Segment Start: RECORDS FOR THE TASK
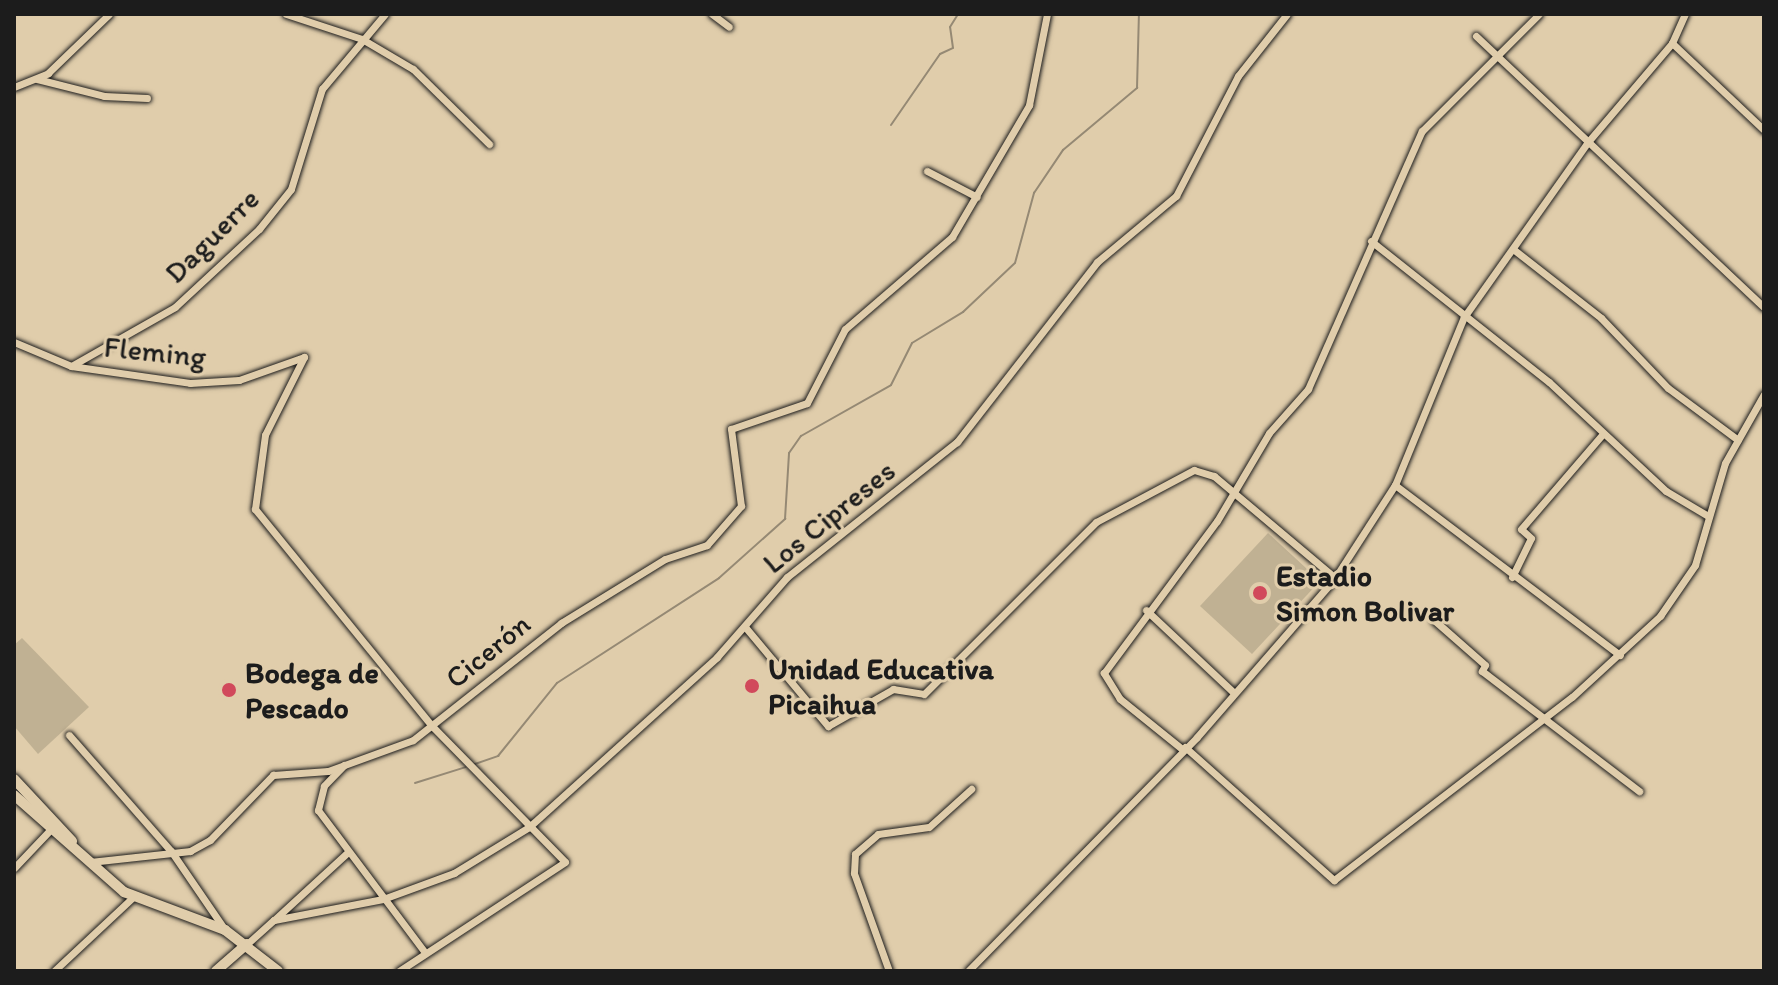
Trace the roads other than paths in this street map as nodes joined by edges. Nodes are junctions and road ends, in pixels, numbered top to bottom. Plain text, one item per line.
1 (109, 14) edge
2 (286, 14) edge
3 (385, 14) edge
4 (712, 14) edge
5 (1047, 14) edge
6 (1287, 14) edge
7 (1539, 14) edge
8 (1685, 14) edge
9 (729, 27) dead end
10 (1476, 36) dead end
11 (362, 39) junction
12 (1672, 43) junction
13 (1497, 58) junction
14 (37, 79) junction
15 (14, 87) edge
16 (147, 98) dead end
17 (1764, 130) edge
18 (1587, 143) junction
19 (489, 144) dead end
20 (927, 171) dead end
21 (977, 197) junction
22 (1371, 241) junction
23 (1513, 249) junction
24 (1764, 307) edge
25 (1464, 317) junction
26 (14, 342) edge
27 (71, 366) junction
28 (1764, 394) edge
29 (1601, 436) junction
30 (1738, 440) junction
31 (1395, 485) junction
32 (1236, 493) junction
33 (1708, 516) junction
34 (1512, 577) junction
35 (1335, 578) junction
36 (1146, 610) junction
37 (1434, 620) dead end
38 (746, 628) junction
39 (1620, 655) junction
40 (1234, 693) junction
41 (1542, 719) junction
42 (432, 726) junction
43 (69, 735) dead end
44 (1183, 748) junction
45 (344, 765) junction
46 (14, 779) edge
47 (971, 789) dead end
48 (1639, 791) dead end
49 (14, 795) edge
50 (529, 827) junction
51 (50, 830) junction
52 (171, 851) junction
53 (348, 852) junction
54 (84, 859) junction
55 (14, 868) edge
56 (133, 897) junction
57 (383, 899) junction
58 (274, 920) junction
59 (225, 930) junction
60 (247, 944) junction
61 (424, 951) junction
62 (54, 971) edge
63 (216, 971) edge
64 (278, 971) edge
65 (399, 971) edge
66 (889, 971) edge
67 (968, 971) edge

1 - 14 street
2 - 11 street
3 - 11 street, Daguerre
4 - 9 street
5 - 21 street
6 - 38 street, Los Cipreses
7 - 13 street
8 - 12 street
10 - 13 street
11 - 19 street
11 - 27 street, Daguerre
12 - 17 street
12 - 18 street
13 - 18 street
13 - 22 street
14 - 15 street
14 - 16 street
18 - 23 street
18 - 24 street
20 - 21 street
21 - 42 street, Cicerón
22 - 25 street
22 - 32 street
23 - 25 street
23 - 30 street
25 - 29 street
25 - 31 street
26 - 27 street, Fleming
27 - 42 street, Fleming
28 - 30 street
29 - 33 street
29 - 34 street
30 - 33 street
31 - 34 street
31 - 35 street
32 - 35 street
32 - 36 street
32 - 38 street
33 - 39 street
34 - 39 street
35 - 40 street
36 - 40 street
36 - 44 street
37 - 41 street
38 - 50 street, Los Cipreses
39 - 41 street
40 - 44 street
41 - 44 street
41 - 48 street
42 - 45 street, Cicerón
42 - 50 street
43 - 52 street
44 - 67 street
45 - 52 street, Cicerón
45 - 53 street
46 - 54 main road
47 - 66 street
49 - 51 main road
50 - 57 street, Los Cipreses
50 - 61 street
51 - 54 main road
51 - 55 street
52 - 54 street, Cicerón
52 - 59 street
53 - 57 street
53 - 58 street
54 - 56 main road
56 - 59 main road
56 - 62 street
57 - 58 street, Los Cipreses
57 - 61 street
58 - 60 street
59 - 60 main road
60 - 63 main road
60 - 64 main road
61 - 65 street

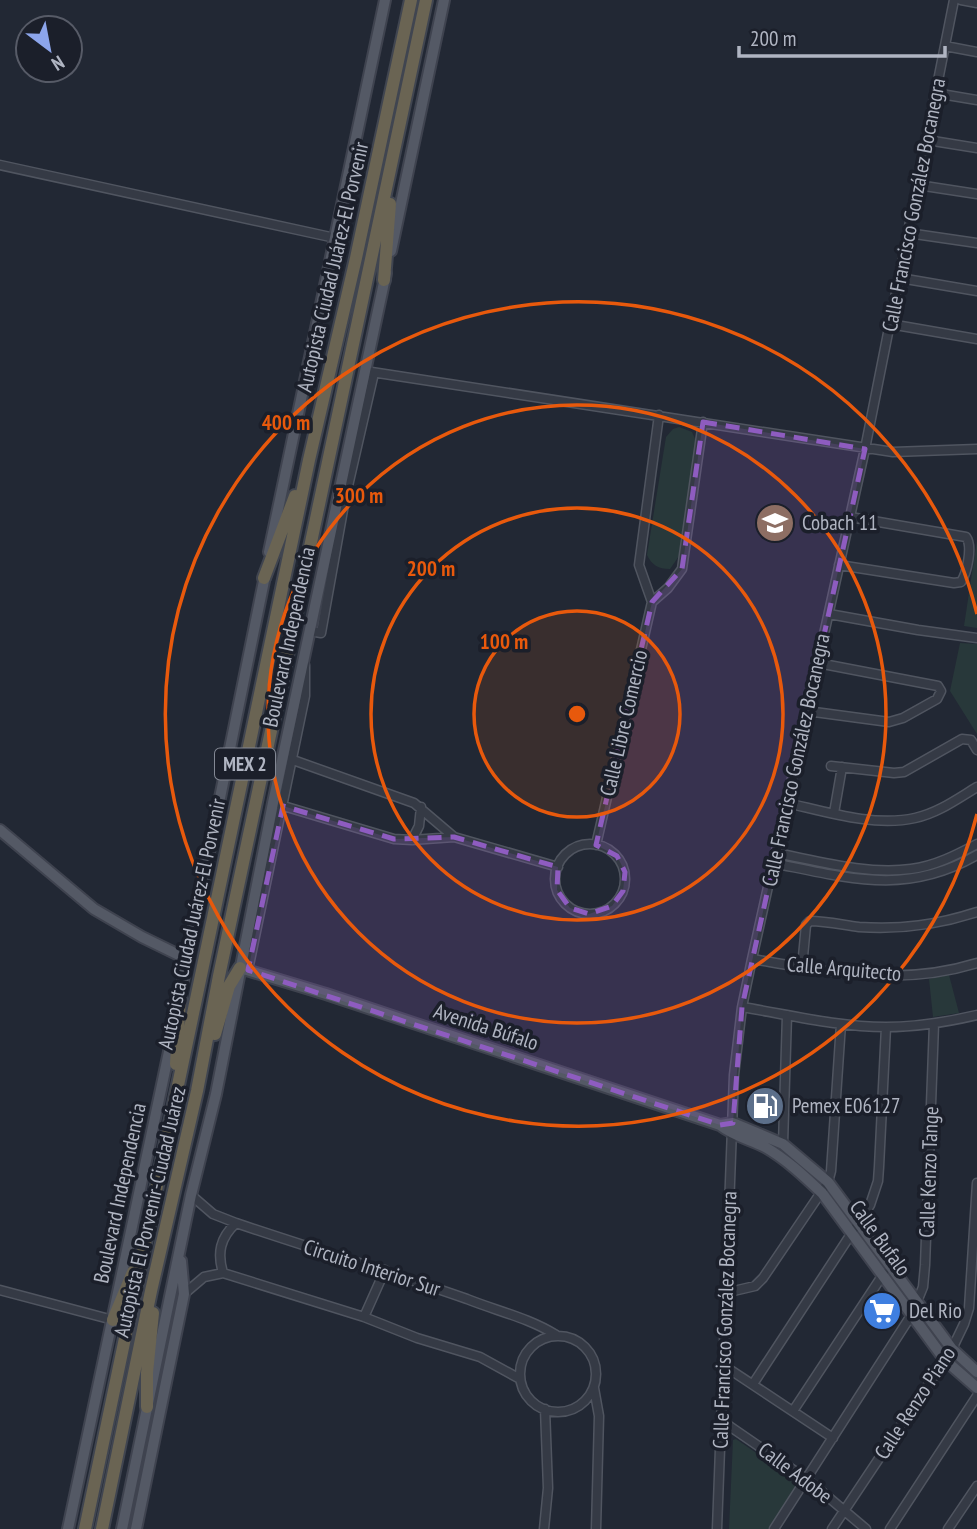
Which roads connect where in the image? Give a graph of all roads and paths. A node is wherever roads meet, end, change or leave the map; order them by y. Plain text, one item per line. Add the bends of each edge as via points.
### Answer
1 (385, 0) edge
2 (411, 0) edge
3 (425, 0) edge
4 (444, 0) edge
5 (954, 0) edge
6 (961, 0) edge
7 (977, 3) edge
8 (945, 47) junction
9 (977, 52) edge
10 (936, 93) junction
11 (977, 100) edge
12 (927, 140) junction
13 (977, 148) edge
14 (394, 156) junction
15 (0, 165) edge
16 (918, 185) junction
17 (977, 194) edge
18 (908, 233) junction
19 (335, 238) junction
20 (977, 243) edge
21 (900, 278) junction
22 (384, 281) junction
23 (977, 291) edge
24 (890, 324) junction
25 (977, 339) edge
26 (370, 372) junction
27 (659, 415) junction
28 (703, 422) junction
29 (865, 449) junction
30 (977, 449) edge
31 (309, 460) junction
32 (850, 517) junction
33 (839, 565) junction
34 (264, 578) junction
35 (652, 602) junction
36 (829, 614) junction
37 (977, 638) edge
38 (304, 658) junction
39 (818, 663) junction
40 (807, 711) junction
41 (977, 750) edge
42 (292, 760) junction
43 (831, 766) dead end
44 (842, 767) junction
45 (284, 778) junction
46 (977, 787) edge
47 (787, 803) junction
48 (278, 805) junction
49 (421, 807) junction
50 (834, 813) junction
51 (0, 830) edge
52 (454, 836) junction
53 (412, 840) junction
54 (977, 844) edge
55 (596, 845) junction
56 (776, 853) junction
57 (977, 855) edge
58 (773, 863) junction
59 (558, 867) junction
60 (909, 869) junction
61 (909, 881) junction
62 (977, 912) edge
63 (187, 959) junction
64 (752, 959) junction
65 (977, 963) edge
66 (802, 967) junction
67 (244, 969) junction
68 (180, 998) junction
69 (742, 1007) junction
70 (787, 1015) junction
71 (977, 1015) edge
72 (841, 1024) junction
73 (934, 1024) junction
74 (886, 1027) junction
75 (197, 1091) junction
76 (174, 1105) junction
77 (732, 1128) junction
78 (783, 1144) junction
79 (828, 1182) junction
80 (977, 1183) edge
81 (822, 1193) junction
82 (191, 1195) junction
83 (859, 1222) junction
84 (236, 1223) junction
85 (852, 1234) junction
86 (145, 1243) junction
87 (180, 1251) junction
88 (385, 1270) junction
89 (886, 1270) junction
90 (223, 1273) junction
91 (0, 1290) edge
92 (151, 1292) junction
93 (725, 1293) junction
94 (184, 1294) junction
95 (915, 1309) junction
96 (364, 1317) junction
97 (113, 1320) junction
98 (556, 1335) junction
99 (952, 1349) junction
100 (945, 1360) junction
101 (723, 1365) junction
102 (977, 1372) edge
103 (520, 1378) junction
104 (753, 1384) junction
105 (594, 1388) junction
106 (977, 1388) edge
107 (977, 1396) edge
108 (147, 1407) junction
109 (545, 1409) junction
110 (793, 1411) junction
111 (722, 1421) junction
112 (833, 1438) junction
113 (807, 1480) junction
114 (146, 1483) junction
115 (977, 1486) edge
116 (844, 1511) junction
117 (68, 1529) edge
118 (85, 1529) edge
119 (102, 1529) edge
120 (122, 1529) edge
121 (130, 1529) edge
122 (136, 1529) edge
123 (544, 1529) edge
124 (596, 1529) edge
125 (718, 1529) edge
126 (774, 1529) edge
127 (832, 1529) edge
128 (866, 1529) edge
129 (890, 1529) edge
130 (947, 1529) edge

1 - 19 main road, Boulevard Independencia
2 - 31 highway, Autopista Ciudad Juárez-El Porvenir / MEX 2
3 - 14 highway, Autopista El Porvenir-Ciudad Juárez / MEX 2
4 - 22 main road, Boulevard Independencia
5 - 8 street, Calle Francisco González Bocanegra
6 - 7 street
8 - 9 street
8 - 10 street, Calle Francisco González Bocanegra
10 - 11 street
10 - 12 street, Calle Francisco González Bocanegra
12 - 13 street
12 - 16 street, Calle Francisco González Bocanegra
14 - 22 highway
14 - 75 highway, Autopista El Porvenir-Ciudad Juárez / MEX 2
15 - 19 street
16 - 17 street
16 - 18 street, Calle Francisco González Bocanegra
18 - 20 street
18 - 21 street, Calle Francisco González Bocanegra
19 - 34 main road, Boulevard Independencia
21 - 23 street
21 - 24 street, Calle Francisco González Bocanegra
22 - 26 main road, Boulevard Independencia
24 - 25 street
24 - 29 street, Calle Francisco González Bocanegra
26 - 27 street
26 - 38 main road, Boulevard Independencia via 316,632
27 - 28 street
27 - 35 street via 639,565
28 - 29 street
28 - 35 street via 682,569
29 - 30 street via 902,453
29 - 32 street, Calle Francisco González Bocanegra
31 - 34 highway
31 - 76 highway, Autopista Ciudad Juárez-El Porvenir / MEX 2
32 - 33 street, Calle Francisco González Bocanegra
32 - 33 street via 966,537 964,578 961,582
33 - 36 street, Calle Francisco González Bocanegra
34 - 63 main road, Boulevard Independencia
35 - 55 street, Calle Libre Comercio
36 - 37 street
36 - 39 street, Calle Francisco González Bocanegra
38 - 42 street via 305,696
38 - 45 main road, Boulevard Independencia
39 - 40 street, Calle Francisco González Bocanegra
39 - 40 street via 917,681 942,691 937,699 889,722
40 - 47 street, Calle Francisco González Bocanegra
41 - 44 street via 969,739 962,740 904,772
42 - 45 street
42 - 49 street
43 - 44 street
44 - 50 street
45 - 48 main road, Boulevard Independencia
46 - 50 street via 915,818 880,820
47 - 50 street
47 - 56 street, Calle Francisco González Bocanegra
48 - 53 street
48 - 67 main road, Boulevard Independencia
49 - 52 street
49 - 53 street
51 - 63 main road via 100,914
52 - 53 street
52 - 59 street
54 - 60 street via 953,857
55 - 59 street via 573,849
55 - 59 street via 617,856 625,872 621,896 607,909 589,914 570,908 557,890
56 - 58 street, Calle Francisco González Bocanegra
56 - 60 street via 857,867
57 - 61 street via 940,873
58 - 61 street via 873,880
58 - 64 street, Calle Francisco González Bocanegra
60 - 61 street
62 - 66 street via 920,927 810,921
63 - 68 main road, Boulevard Independencia
64 - 66 street, Calle Arquitecto
64 - 69 street, Calle Francisco González Bocanegra
65 - 66 street, Calle Arquitecto via 892,977
67 - 75 highway via 229,986
67 - 77 main road, Avenida Búfalo
67 - 82 main road, Boulevard Independencia
68 - 76 highway
68 - 97 main road, Boulevard Independencia
69 - 70 street
69 - 77 street, Calle Francisco González Bocanegra
70 - 72 street
70 - 78 street
71 - 73 street
72 - 74 street
72 - 79 street
73 - 74 street
73 - 95 street, Calle Kenzo Tange via 925,1265
74 - 83 street via 878,1181
75 - 92 highway, Autopista El Porvenir-Ciudad Juárez / MEX 2
76 - 86 highway, Autopista Ciudad Juárez-El Porvenir / MEX 2
77 - 78 main road, Calle Bufalo
77 - 81 main road, Calle Bufalo via 776,1154
77 - 93 street, Calle Francisco González Bocanegra
78 - 79 main road, Calle Bufalo
79 - 81 street
79 - 83 main road, Calle Bufalo
80 - 99 street, Calle Renzo Piano via 969,1308
81 - 85 main road, Calle Bufalo
81 - 93 street via 763,1278 755,1286
82 - 84 street, Circuito Interior Sur via 213,1214
82 - 87 main road, Boulevard Independencia
83 - 85 street
83 - 89 main road, Calle Bufalo
84 - 88 street, Circuito Interior Sur
84 - 90 street via 219,1249
85 - 89 main road, Calle Bufalo
85 - 104 street
86 - 97 highway
86 - 118 highway, Autopista Ciudad Juárez-El Porvenir / MEX 2
87 - 94 main road
87 - 108 main road, Boulevard Independencia
88 - 96 street
88 - 98 street, Circuito Interior Sur via 539,1324
89 - 95 main road, Calle Bufalo
89 - 110 street
90 - 94 street via 204,1277
90 - 96 street
91 - 97 street
92 - 108 highway
92 - 119 highway, Autopista El Porvenir-Ciudad Juárez / MEX 2
93 - 101 street, Calle Francisco González Bocanegra
94 - 114 main road
95 - 99 main road, Calle Bufalo
95 - 100 main road, Calle Bufalo
95 - 112 street, Calle Kenzo Tange
96 - 103 street via 480,1357
97 - 117 main road, Boulevard Independencia
98 - 103 street via 528,1349
98 - 105 street via 573,1339 592,1357
99 - 100 street, Calle Renzo Piano
99 - 102 main road, Calle Bufalo
100 - 106 main road, Calle Bufalo
100 - 116 street, Calle Renzo Piano
101 - 104 street
101 - 111 street, Calle Francisco González Bocanegra
103 - 109 street via 528,1397
104 - 110 street
105 - 109 street via 576,1407
105 - 124 street via 599,1416
107 - 129 street
108 - 120 main road, Boulevard Independencia
109 - 123 street via 548,1488
110 - 112 street
111 - 113 street, Calle Adobe
111 - 125 street, Calle Francisco González Bocanegra
112 - 113 street, Calle Kenzo Tange
113 - 116 street, Calle Adobe
113 - 126 street, Calle Kenzo Tange
114 - 121 main road
114 - 122 main road
115 - 130 street
116 - 127 street, Calle Renzo Piano
116 - 128 street, Calle Adobe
Segment End: RECORDS FOR THE TASK
- [TASK DETAILS]:
Go through the records above and copy every line holding the word "Cicerón".

- [REPLY]:
21 - 42 street, Cicerón
42 - 45 street, Cicerón
45 - 52 street, Cicerón
52 - 54 street, Cicerón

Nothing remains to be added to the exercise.